The Federal Reserve Banks of Boston and New York have jointly published a staff report on September 26, comparing stablecoins like Tether and USDC to money market funds. Key findings in the report indicate that stablecoins and money market funds exhibit similar behaviors in their operations and that stablecoins could potentially introduce instability into the broader financial system.
The report, titled "Flight to Safety: Are Stablecoins the New Money Market Fund?", offers a thorough analysis of investor behavior during the stablecoin run in 2022 and 2023, drawing parallels with investor behavior during the money market fund run in 2008 and 2020.
According to the report, "Our findings suggest that stablecoins are vulnerable to runs during widespread crypto market disruptions, as well as during exceptional stress events. If stablecoins continue to grow and become more closely connected to major financial markets, such as short-term funding markets, they may become sources of financial instability in the broader financial system."
The researchers also point out that stablecoins appear to have a distinct "break the bank" threshold, usually around $0.99, below which redemptions can accelerate, leading to a run. This could potentially prompt remaining investors to withdraw their assets during a period of declining asset values. Money market funds encounter similar break-even thresholds when their net asset value falls below $1, which can trigger a rush of investors seeking safer alternatives.

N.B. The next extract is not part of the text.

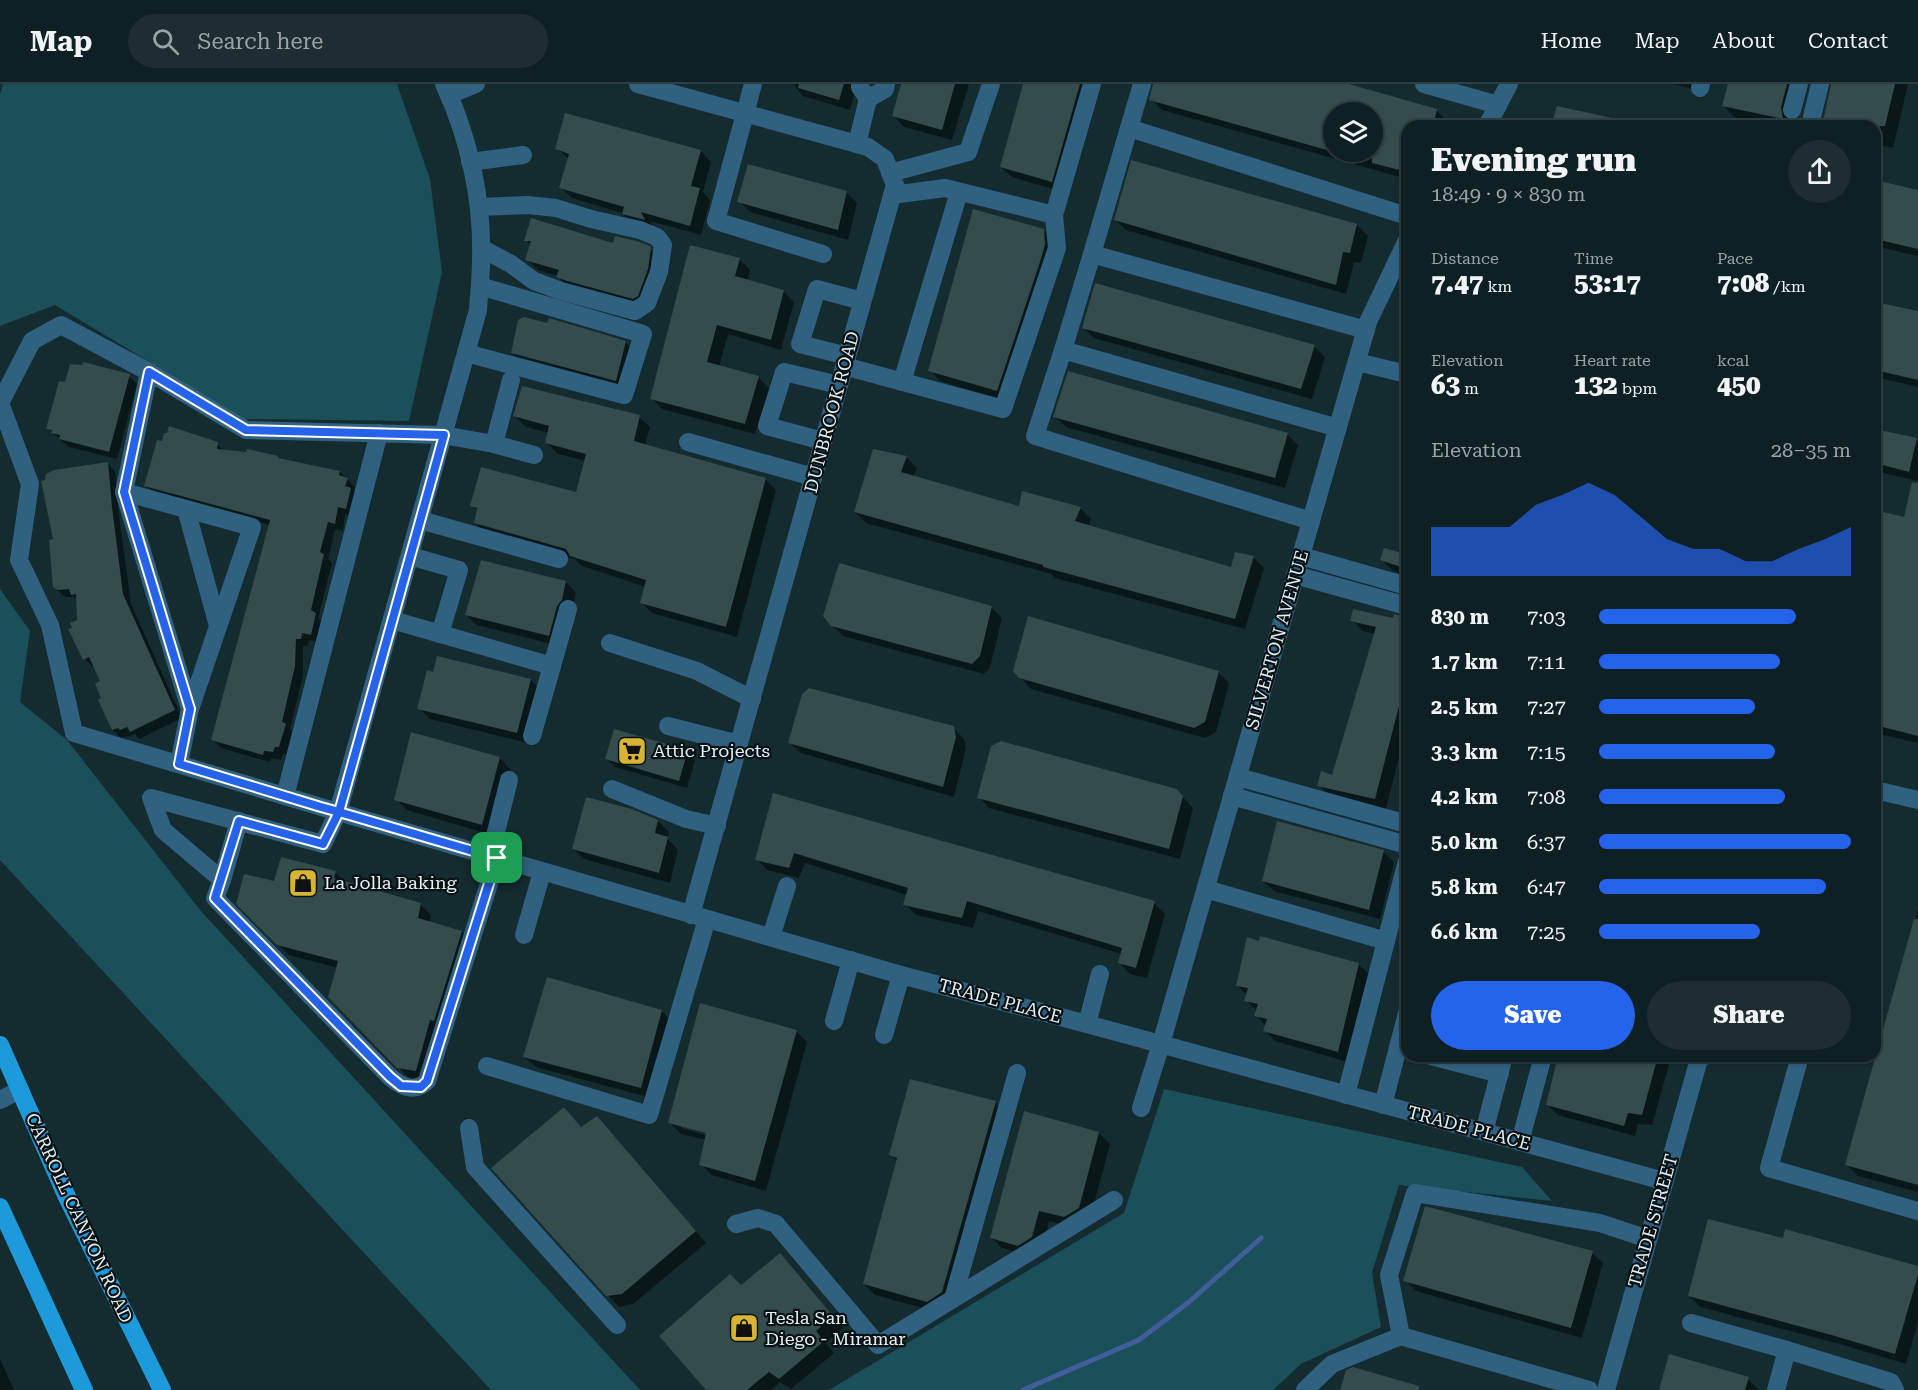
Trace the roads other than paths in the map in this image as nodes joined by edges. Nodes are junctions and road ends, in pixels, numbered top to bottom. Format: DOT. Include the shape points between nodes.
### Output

The Bank of Italy is also taking steps to understand the contributing factors to and prevent runs on stablecoins. Italy's banking regulator highlighted the 2022 collapse of Terra as an example of how stablecoins "have not proven to be stable at all."
In addition to these actions, Italy has called upon global policymakers to establish an international regulatory body to oversee cryptocurrencies, stablecoins, and related technologies.